# TASK DATA
Content starts

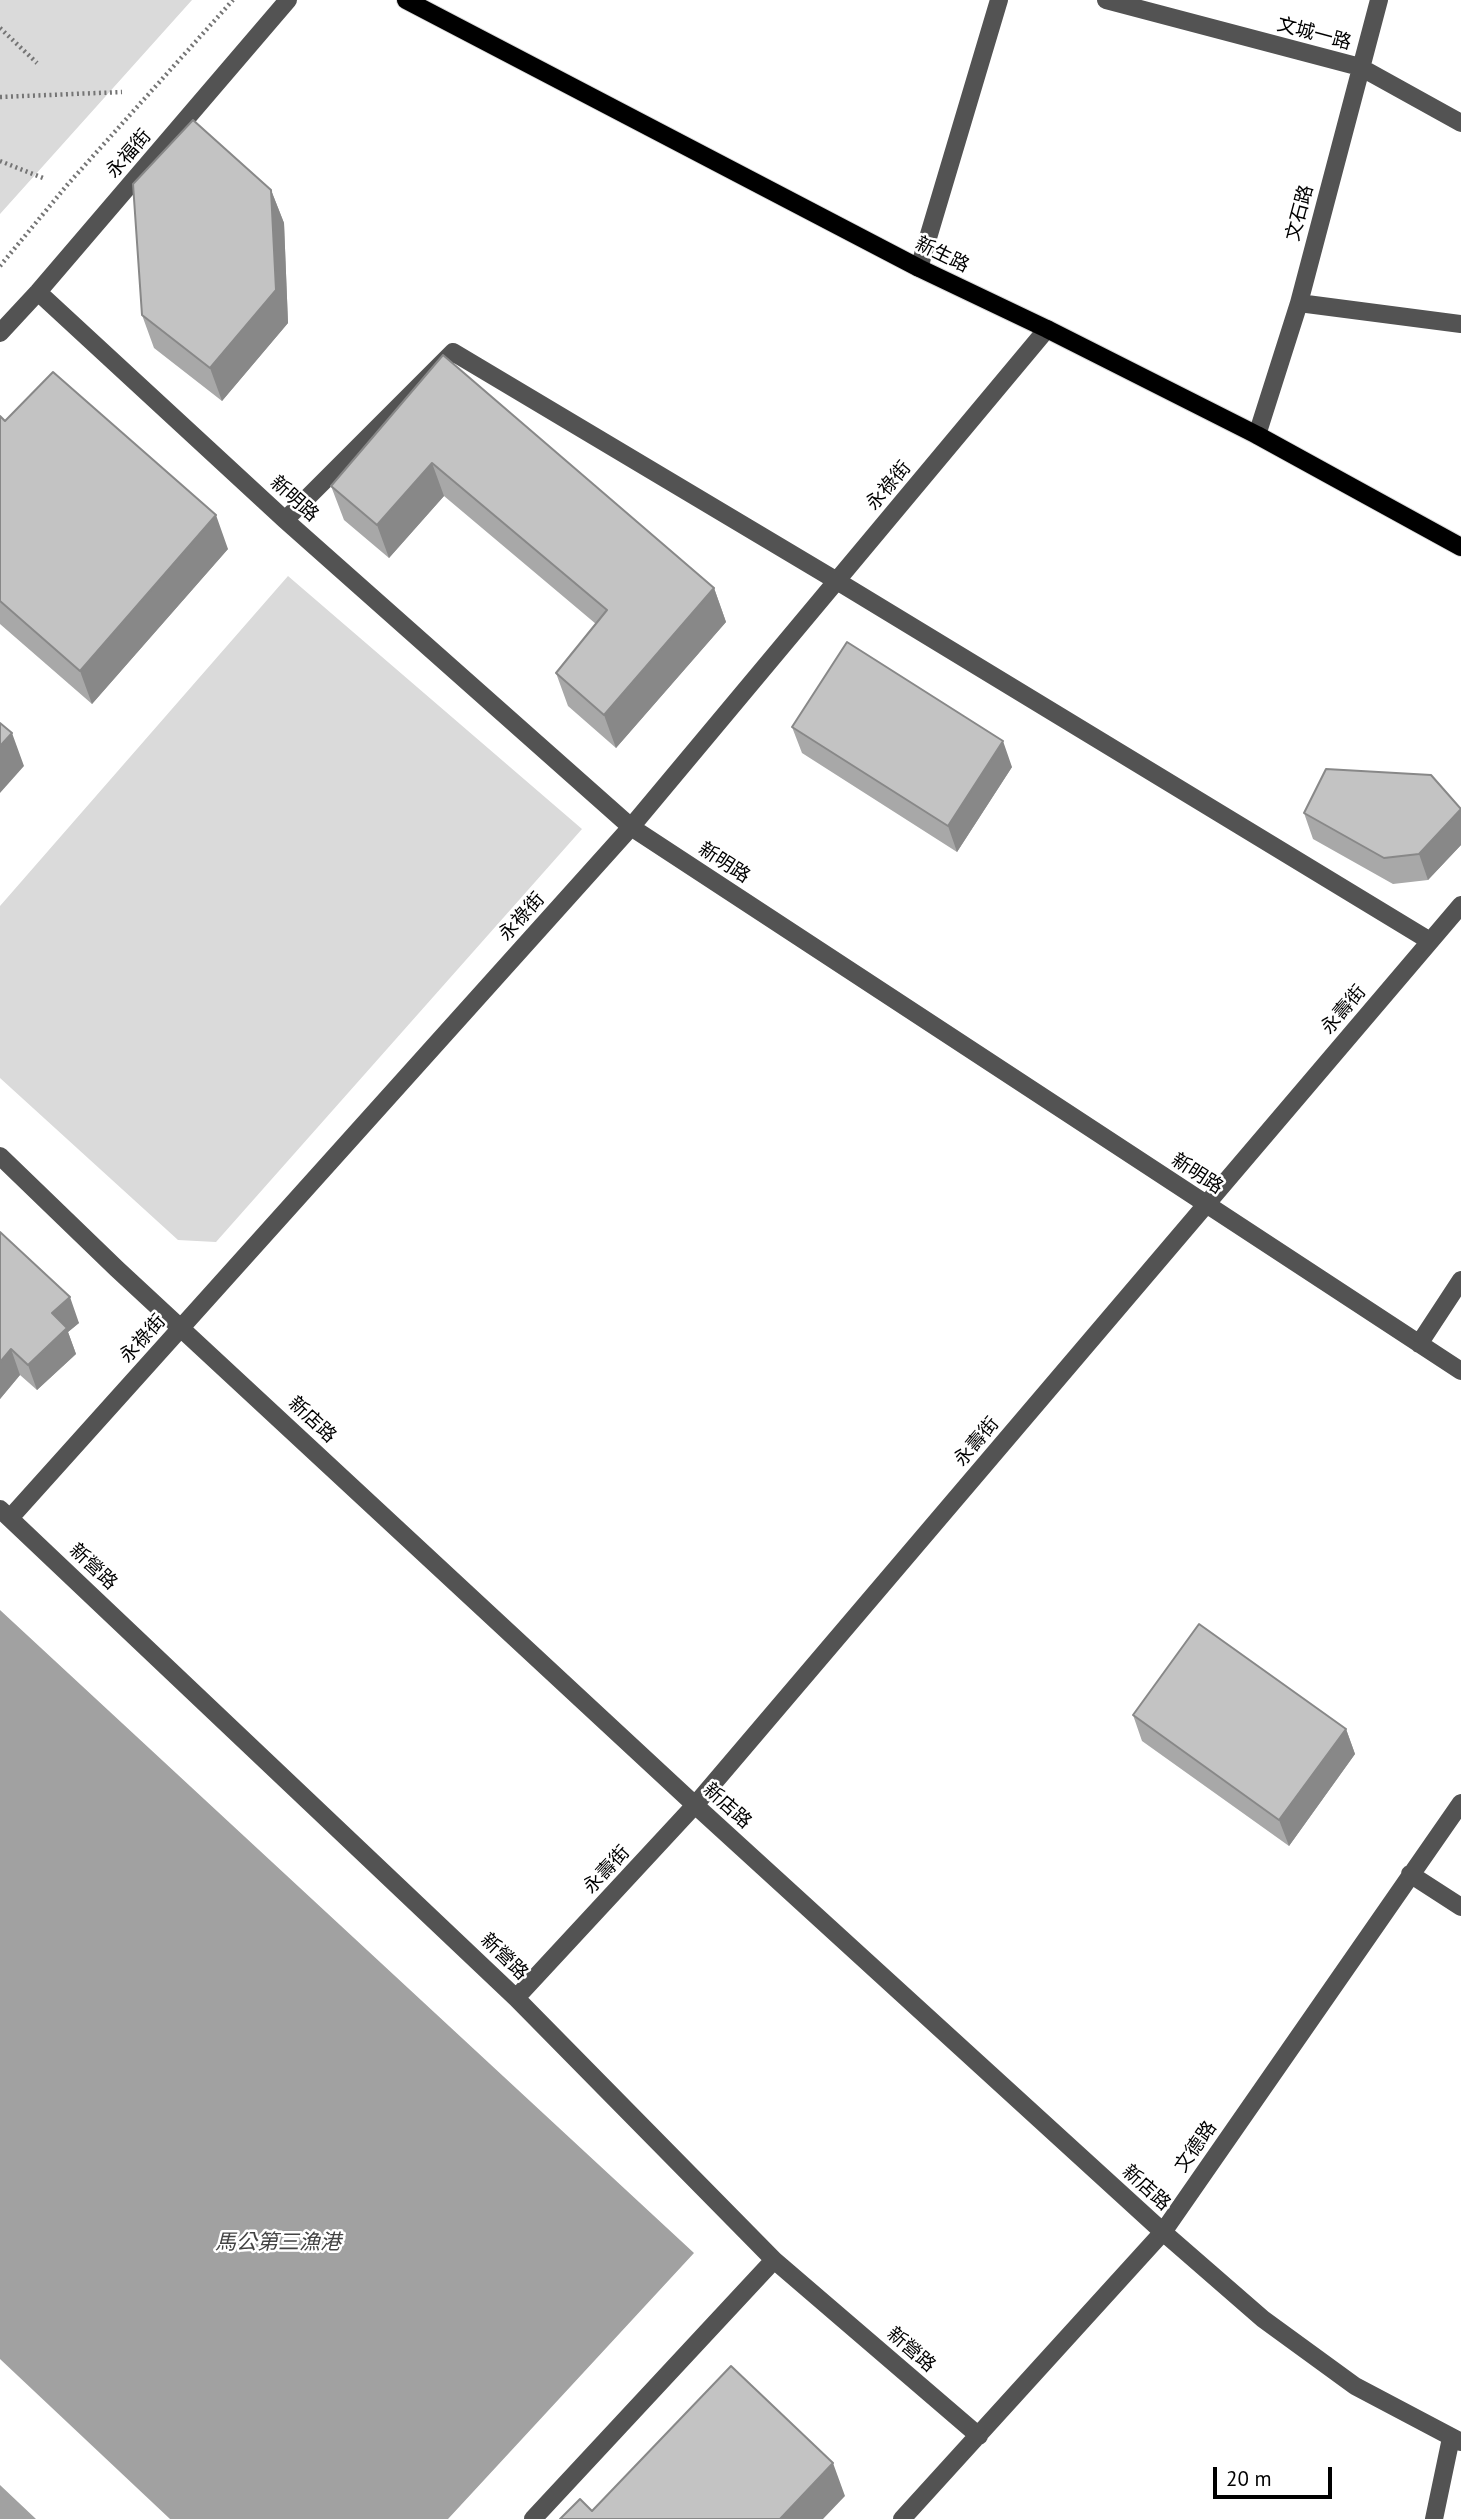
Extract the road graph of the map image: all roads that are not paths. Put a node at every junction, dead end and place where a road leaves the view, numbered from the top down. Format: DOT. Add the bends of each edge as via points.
graph roads {
  1 [pos="288,0"];
  2 [pos="405,0"];
  3 [pos="999,0"];
  4 [pos="1106,0"];
  5 [pos="1379,0"];
  6 [pos="1164,7"];
  7 [pos="1360,67"];
  8 [pos="1461,123"];
  9 [pos="919,268"];
  10 [pos="38,292"];
  11 [pos="1298,303"];
  12 [pos="1461,324"];
  13 [pos="1047,329"];
  14 [pos="0,333"];
  15 [pos="1257,435"];
  16 [pos="285,520"];
  17 [pos="1461,547"];
  18 [pos="837,581"];
  19 [pos="631,827"];
  20 [pos="1461,905"];
  21 [pos="1430,941"];
  22 [pos="0,1156"];
  23 [pos="1206,1205"];
  24 [pos="1461,1280"];
  25 [pos="182,1326"];
  26 [pos="1419,1344"];
  27 [pos="1461,1371"];
  28 [pos="5,1514"];
  29 [pos="1461,1803"];
  30 [pos="695,1805"];
  31 [pos="1410,1874"];
  32 [pos="1461,1907"];
  33 [pos="516,1998"];
  34 [pos="1163,2232"];
  35 [pos="774,2260"];
  36 [pos="979,2436"];
  37 [pos="1456,2440"];
  38 [pos="533,2519"];
  39 [pos="902,2519"];
  40 [pos="1434,2519"];
  1 -- 10 [label="street, 永福街"];
  2 -- 9 [label="main road, 新生路"];
  3 -- 9 [label="street"];
  4 -- 6 [label="street, 文城一路"];
  5 -- 7 [label="street, 文石路"];
  6 -- 7 [label="street, 文城一路"];
  7 -- 8 [label="street, 文城一路"];
  7 -- 11 [label="street, 文石路"];
  9 -- 13 [label="main road, 新生路"];
  10 -- 14 [label="street, 永福街"];
  10 -- 16 [label="street, 新明路"];
  11 -- 12 [label="street"];
  11 -- 15 [label="street, 文石路"];
  13 -- 15 [label="main road, 新生路"];
  13 -- 18 [label="street, 永祿街"];
  15 -- 17 [label="main road, 新生路"];
  16 -- 18 [label="street" via="453,352"];
  16 -- 19 [label="street, 新明路"];
  18 -- 19 [label="street, 永祿街"];
  18 -- 21 [label="street"];
  19 -- 23 [label="street, 新明路"];
  19 -- 25 [label="street, 永祿街"];
  20 -- 21 [label="street, 永壽街"];
  21 -- 23 [label="street, 永壽街"];
  22 -- 25 [label="street, 新店路"];
  23 -- 26 [label="street, 新明路"];
  23 -- 30 [label="street, 永壽街"];
  24 -- 26 [label="street"];
  25 -- 28 [label="street, 永祿街"];
  25 -- 30 [label="street, 新店路"];
  26 -- 27 [label="street, 新明路"];
  28 -- 33 [label="street, 新營路"];
  29 -- 31 [label="street, 文德路"];
  30 -- 33 [label="street, 永壽街"];
  30 -- 34 [label="street, 新店路"];
  31 -- 32 [label="street"];
  31 -- 34 [label="street, 文德路"];
  33 -- 35 [label="street, 新營路"];
  34 -- 36 [label="street, 文德路"];
  34 -- 37 [label="street, 新店路" via="1263,2319 1355,2386"];
  35 -- 36 [label="street, 新營路"];
  35 -- 38 [label="street"];
  36 -- 39 [label="street, 文德路"];
  37 -- 40 [label="street"];
}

Content ends

All lines of the entries containing the string "main" must be shown in full.

  2 -- 9 [label="main road, 新生路"];
  9 -- 13 [label="main road, 新生路"];
  13 -- 15 [label="main road, 新生路"];
  15 -- 17 [label="main road, 新生路"];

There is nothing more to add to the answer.